Start of The input
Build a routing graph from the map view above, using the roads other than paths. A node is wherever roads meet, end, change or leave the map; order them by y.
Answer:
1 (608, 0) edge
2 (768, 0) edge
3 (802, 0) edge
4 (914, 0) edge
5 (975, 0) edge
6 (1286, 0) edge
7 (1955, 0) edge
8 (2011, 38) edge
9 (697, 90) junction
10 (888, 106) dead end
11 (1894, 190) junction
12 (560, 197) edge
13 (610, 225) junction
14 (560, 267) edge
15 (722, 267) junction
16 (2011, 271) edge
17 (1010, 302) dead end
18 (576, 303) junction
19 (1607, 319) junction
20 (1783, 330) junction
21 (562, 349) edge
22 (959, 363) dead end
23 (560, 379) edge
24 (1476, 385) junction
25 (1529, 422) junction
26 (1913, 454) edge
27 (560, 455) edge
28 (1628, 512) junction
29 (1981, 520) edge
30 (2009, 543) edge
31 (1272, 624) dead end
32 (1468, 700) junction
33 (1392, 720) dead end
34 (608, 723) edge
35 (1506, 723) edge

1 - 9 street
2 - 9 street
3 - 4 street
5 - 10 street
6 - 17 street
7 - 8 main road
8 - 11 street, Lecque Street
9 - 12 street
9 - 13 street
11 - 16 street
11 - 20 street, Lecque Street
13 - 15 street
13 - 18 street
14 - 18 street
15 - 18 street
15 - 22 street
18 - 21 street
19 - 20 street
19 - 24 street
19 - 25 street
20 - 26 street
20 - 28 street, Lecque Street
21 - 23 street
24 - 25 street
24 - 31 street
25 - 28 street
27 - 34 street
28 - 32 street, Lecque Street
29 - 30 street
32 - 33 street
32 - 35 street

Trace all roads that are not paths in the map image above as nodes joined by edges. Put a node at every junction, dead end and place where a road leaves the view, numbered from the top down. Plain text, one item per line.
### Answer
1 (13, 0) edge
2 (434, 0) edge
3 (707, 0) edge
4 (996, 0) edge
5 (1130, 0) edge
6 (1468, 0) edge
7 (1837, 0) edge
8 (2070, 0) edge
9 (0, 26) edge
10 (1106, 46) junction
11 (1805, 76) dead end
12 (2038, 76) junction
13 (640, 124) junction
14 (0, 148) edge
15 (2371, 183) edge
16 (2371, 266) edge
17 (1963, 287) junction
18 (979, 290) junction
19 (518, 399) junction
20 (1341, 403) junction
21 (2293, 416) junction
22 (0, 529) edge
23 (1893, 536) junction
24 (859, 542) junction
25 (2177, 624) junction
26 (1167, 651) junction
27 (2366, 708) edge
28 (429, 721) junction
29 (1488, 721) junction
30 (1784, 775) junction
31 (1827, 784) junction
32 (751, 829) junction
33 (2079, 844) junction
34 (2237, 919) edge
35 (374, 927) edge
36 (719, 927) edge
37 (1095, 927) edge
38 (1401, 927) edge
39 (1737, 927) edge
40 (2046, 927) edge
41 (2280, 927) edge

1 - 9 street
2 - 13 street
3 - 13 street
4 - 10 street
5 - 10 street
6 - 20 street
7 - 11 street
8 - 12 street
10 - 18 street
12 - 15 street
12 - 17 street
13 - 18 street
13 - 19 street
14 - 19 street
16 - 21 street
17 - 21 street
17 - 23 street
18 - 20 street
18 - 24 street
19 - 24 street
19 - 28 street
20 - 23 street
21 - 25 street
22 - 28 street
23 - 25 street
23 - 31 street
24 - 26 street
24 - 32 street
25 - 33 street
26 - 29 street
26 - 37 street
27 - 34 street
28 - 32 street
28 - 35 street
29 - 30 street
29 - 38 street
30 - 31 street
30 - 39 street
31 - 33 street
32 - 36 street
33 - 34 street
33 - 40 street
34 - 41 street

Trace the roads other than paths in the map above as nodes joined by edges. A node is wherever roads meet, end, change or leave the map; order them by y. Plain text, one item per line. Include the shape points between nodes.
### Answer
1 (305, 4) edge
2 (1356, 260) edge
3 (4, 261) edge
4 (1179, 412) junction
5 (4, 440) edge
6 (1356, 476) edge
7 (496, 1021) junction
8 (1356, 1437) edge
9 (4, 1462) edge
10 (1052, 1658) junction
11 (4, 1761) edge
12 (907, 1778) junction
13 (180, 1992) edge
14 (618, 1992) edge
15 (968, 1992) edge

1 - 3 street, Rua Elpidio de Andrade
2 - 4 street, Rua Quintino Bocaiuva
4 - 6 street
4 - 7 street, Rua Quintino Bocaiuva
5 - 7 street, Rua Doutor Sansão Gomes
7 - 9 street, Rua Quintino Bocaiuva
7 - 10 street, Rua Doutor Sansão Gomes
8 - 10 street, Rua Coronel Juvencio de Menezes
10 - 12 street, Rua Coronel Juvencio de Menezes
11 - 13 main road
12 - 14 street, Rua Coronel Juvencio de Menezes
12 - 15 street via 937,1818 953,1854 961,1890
End of The input
Repeat the records above exactly, with nothing left out.

Build a routing graph from the map view above, using the roads other than paths. A node is wherever roads meet, end, change or leave the map; order them by y.
Answer:
1 (608, 0) edge
2 (768, 0) edge
3 (802, 0) edge
4 (914, 0) edge
5 (975, 0) edge
6 (1286, 0) edge
7 (1955, 0) edge
8 (2011, 38) edge
9 (697, 90) junction
10 (888, 106) dead end
11 (1894, 190) junction
12 (560, 197) edge
13 (610, 225) junction
14 (560, 267) edge
15 (722, 267) junction
16 (2011, 271) edge
17 (1010, 302) dead end
18 (576, 303) junction
19 (1607, 319) junction
20 (1783, 330) junction
21 (562, 349) edge
22 (959, 363) dead end
23 (560, 379) edge
24 (1476, 385) junction
25 (1529, 422) junction
26 (1913, 454) edge
27 (560, 455) edge
28 (1628, 512) junction
29 (1981, 520) edge
30 (2009, 543) edge
31 (1272, 624) dead end
32 (1468, 700) junction
33 (1392, 720) dead end
34 (608, 723) edge
35 (1506, 723) edge

1 - 9 street
2 - 9 street
3 - 4 street
5 - 10 street
6 - 17 street
7 - 8 main road
8 - 11 street, Lecque Street
9 - 12 street
9 - 13 street
11 - 16 street
11 - 20 street, Lecque Street
13 - 15 street
13 - 18 street
14 - 18 street
15 - 18 street
15 - 22 street
18 - 21 street
19 - 20 street
19 - 24 street
19 - 25 street
20 - 26 street
20 - 28 street, Lecque Street
21 - 23 street
24 - 25 street
24 - 31 street
25 - 28 street
27 - 34 street
28 - 32 street, Lecque Street
29 - 30 street
32 - 33 street
32 - 35 street

Trace all roads that are not paths in the map image above as nodes joined by edges. Put a node at every junction, dead end and place where a road leaves the view, numbered from the top down. Plain text, one item per line.
### Answer
1 (13, 0) edge
2 (434, 0) edge
3 (707, 0) edge
4 (996, 0) edge
5 (1130, 0) edge
6 (1468, 0) edge
7 (1837, 0) edge
8 (2070, 0) edge
9 (0, 26) edge
10 (1106, 46) junction
11 (1805, 76) dead end
12 (2038, 76) junction
13 (640, 124) junction
14 (0, 148) edge
15 (2371, 183) edge
16 (2371, 266) edge
17 (1963, 287) junction
18 (979, 290) junction
19 (518, 399) junction
20 (1341, 403) junction
21 (2293, 416) junction
22 (0, 529) edge
23 (1893, 536) junction
24 (859, 542) junction
25 (2177, 624) junction
26 (1167, 651) junction
27 (2366, 708) edge
28 (429, 721) junction
29 (1488, 721) junction
30 (1784, 775) junction
31 (1827, 784) junction
32 (751, 829) junction
33 (2079, 844) junction
34 (2237, 919) edge
35 (374, 927) edge
36 (719, 927) edge
37 (1095, 927) edge
38 (1401, 927) edge
39 (1737, 927) edge
40 (2046, 927) edge
41 (2280, 927) edge

1 - 9 street
2 - 13 street
3 - 13 street
4 - 10 street
5 - 10 street
6 - 20 street
7 - 11 street
8 - 12 street
10 - 18 street
12 - 15 street
12 - 17 street
13 - 18 street
13 - 19 street
14 - 19 street
16 - 21 street
17 - 21 street
17 - 23 street
18 - 20 street
18 - 24 street
19 - 24 street
19 - 28 street
20 - 23 street
21 - 25 street
22 - 28 street
23 - 25 street
23 - 31 street
24 - 26 street
24 - 32 street
25 - 33 street
26 - 29 street
26 - 37 street
27 - 34 street
28 - 32 street
28 - 35 street
29 - 30 street
29 - 38 street
30 - 31 street
30 - 39 street
31 - 33 street
32 - 36 street
33 - 34 street
33 - 40 street
34 - 41 street

Trace the roads other than paths in the map above as nodes joined by edges. A node is wherever roads meet, end, change or leave the map; order them by y. Plain text, one item per line. Include the shape points between nodes.
### Answer
1 (305, 4) edge
2 (1356, 260) edge
3 (4, 261) edge
4 (1179, 412) junction
5 (4, 440) edge
6 (1356, 476) edge
7 (496, 1021) junction
8 (1356, 1437) edge
9 (4, 1462) edge
10 (1052, 1658) junction
11 (4, 1761) edge
12 (907, 1778) junction
13 (180, 1992) edge
14 (618, 1992) edge
15 (968, 1992) edge

1 - 3 street, Rua Elpidio de Andrade
2 - 4 street, Rua Quintino Bocaiuva
4 - 6 street
4 - 7 street, Rua Quintino Bocaiuva
5 - 7 street, Rua Doutor Sansão Gomes
7 - 9 street, Rua Quintino Bocaiuva
7 - 10 street, Rua Doutor Sansão Gomes
8 - 10 street, Rua Coronel Juvencio de Menezes
10 - 12 street, Rua Coronel Juvencio de Menezes
11 - 13 main road
12 - 14 street, Rua Coronel Juvencio de Menezes
12 - 15 street via 937,1818 953,1854 961,1890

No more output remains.